- _Work required_:
Retype the following data exactly, but leave its pictures out.

- _Extracted material_:
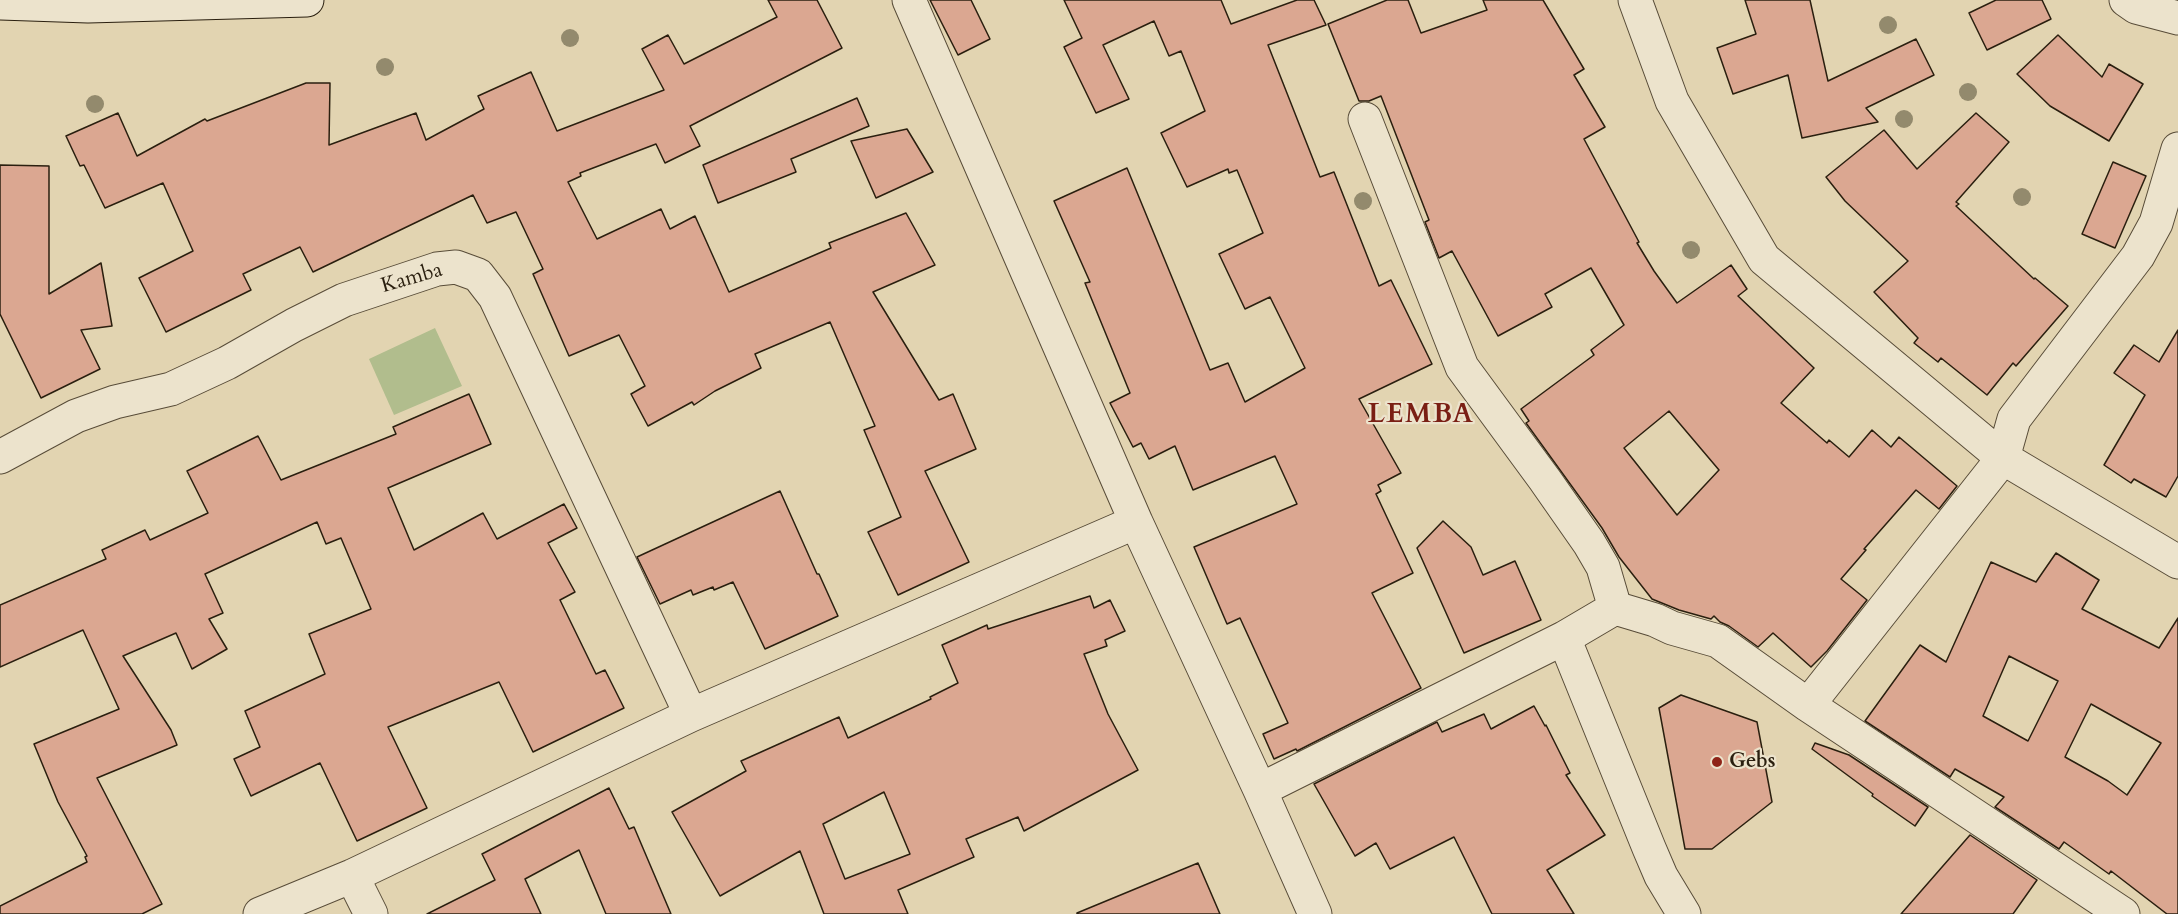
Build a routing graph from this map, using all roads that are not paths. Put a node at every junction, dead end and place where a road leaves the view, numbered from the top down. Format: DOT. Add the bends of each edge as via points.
graph roads {
  1 [pos="307,0"];
  2 [pos="909,0"];
  3 [pos="1635,0"];
  4 [pos="2127,0"];
  5 [pos="0,3"];
  6 [pos="87,3"];
  7 [pos="2178,18"];
  8 [pos="1365,119"];
  9 [pos="2178,149"];
  10 [pos="0,457"];
  11 [pos="2003,458"];
  12 [pos="1136,522"];
  13 [pos="2178,562"];
  14 [pos="1615,608"];
  15 [pos="1564,638"];
  16 [pos="1808,705"];
  17 [pos="691,715"];
  18 [pos="1260,790"];
  19 [pos="352,876"];
  20 [pos="260,914"];
  21 [pos="371,914"];
  22 [pos="1315,914"];
  23 [pos="1684,914"];
  24 [pos="2123,914"];
  1 -- 6 [label="street"];
  2 -- 12 [label="street"];
  3 -- 11 [label="street" via="1672,100 1764,259"];
  4 -- 7 [label="street" via="2136,7"];
  5 -- 6 [label="street"];
  8 -- 14 [label="street" via="1462,367 1589,543 1603,567"];
  9 -- 11 [label="street" via="2156,223 2138,255 2013,419"];
  10 -- 17 [label="street, Kamba" via="76,416 115,402 171,390 344,300 437,270 456,267 478,275 495,297"];
  11 -- 13 [label="street"];
  11 -- 16 [label="street"];
  12 -- 17 [label="street"];
  12 -- 18 [label="street"];
  14 -- 15 [label="street"];
  14 -- 16 [label="street" via="1718,641"];
  15 -- 18 [label="street"];
  15 -- 23 [label="street" via="1661,876"];
  16 -- 24 [label="street"];
  17 -- 19 [label="street"];
  18 -- 22 [label="street"];
  19 -- 20 [label="street"];
  19 -- 21 [label="street"];
}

- _Written answer_:
Build a routing graph from this map, using all roads that are not paths. Put a node at every junction, dead end and place where a road leaves the view, numbered from the top down. Format: DOT. Add the bends of each edge as via points.
graph roads {
  1 [pos="307,0"];
  2 [pos="909,0"];
  3 [pos="1635,0"];
  4 [pos="2127,0"];
  5 [pos="0,3"];
  6 [pos="87,3"];
  7 [pos="2178,18"];
  8 [pos="1365,119"];
  9 [pos="2178,149"];
  10 [pos="0,457"];
  11 [pos="2003,458"];
  12 [pos="1136,522"];
  13 [pos="2178,562"];
  14 [pos="1615,608"];
  15 [pos="1564,638"];
  16 [pos="1808,705"];
  17 [pos="691,715"];
  18 [pos="1260,790"];
  19 [pos="352,876"];
  20 [pos="260,914"];
  21 [pos="371,914"];
  22 [pos="1315,914"];
  23 [pos="1684,914"];
  24 [pos="2123,914"];
  1 -- 6 [label="street"];
  2 -- 12 [label="street"];
  3 -- 11 [label="street" via="1672,100 1764,259"];
  4 -- 7 [label="street" via="2136,7"];
  5 -- 6 [label="street"];
  8 -- 14 [label="street" via="1462,367 1589,543 1603,567"];
  9 -- 11 [label="street" via="2156,223 2138,255 2013,419"];
  10 -- 17 [label="street, Kamba" via="76,416 115,402 171,390 344,300 437,270 456,267 478,275 495,297"];
  11 -- 13 [label="street"];
  11 -- 16 [label="street"];
  12 -- 17 [label="street"];
  12 -- 18 [label="street"];
  14 -- 15 [label="street"];
  14 -- 16 [label="street" via="1718,641"];
  15 -- 18 [label="street"];
  15 -- 23 [label="street" via="1661,876"];
  16 -- 24 [label="street"];
  17 -- 19 [label="street"];
  18 -- 22 [label="street"];
  19 -- 20 [label="street"];
  19 -- 21 [label="street"];
}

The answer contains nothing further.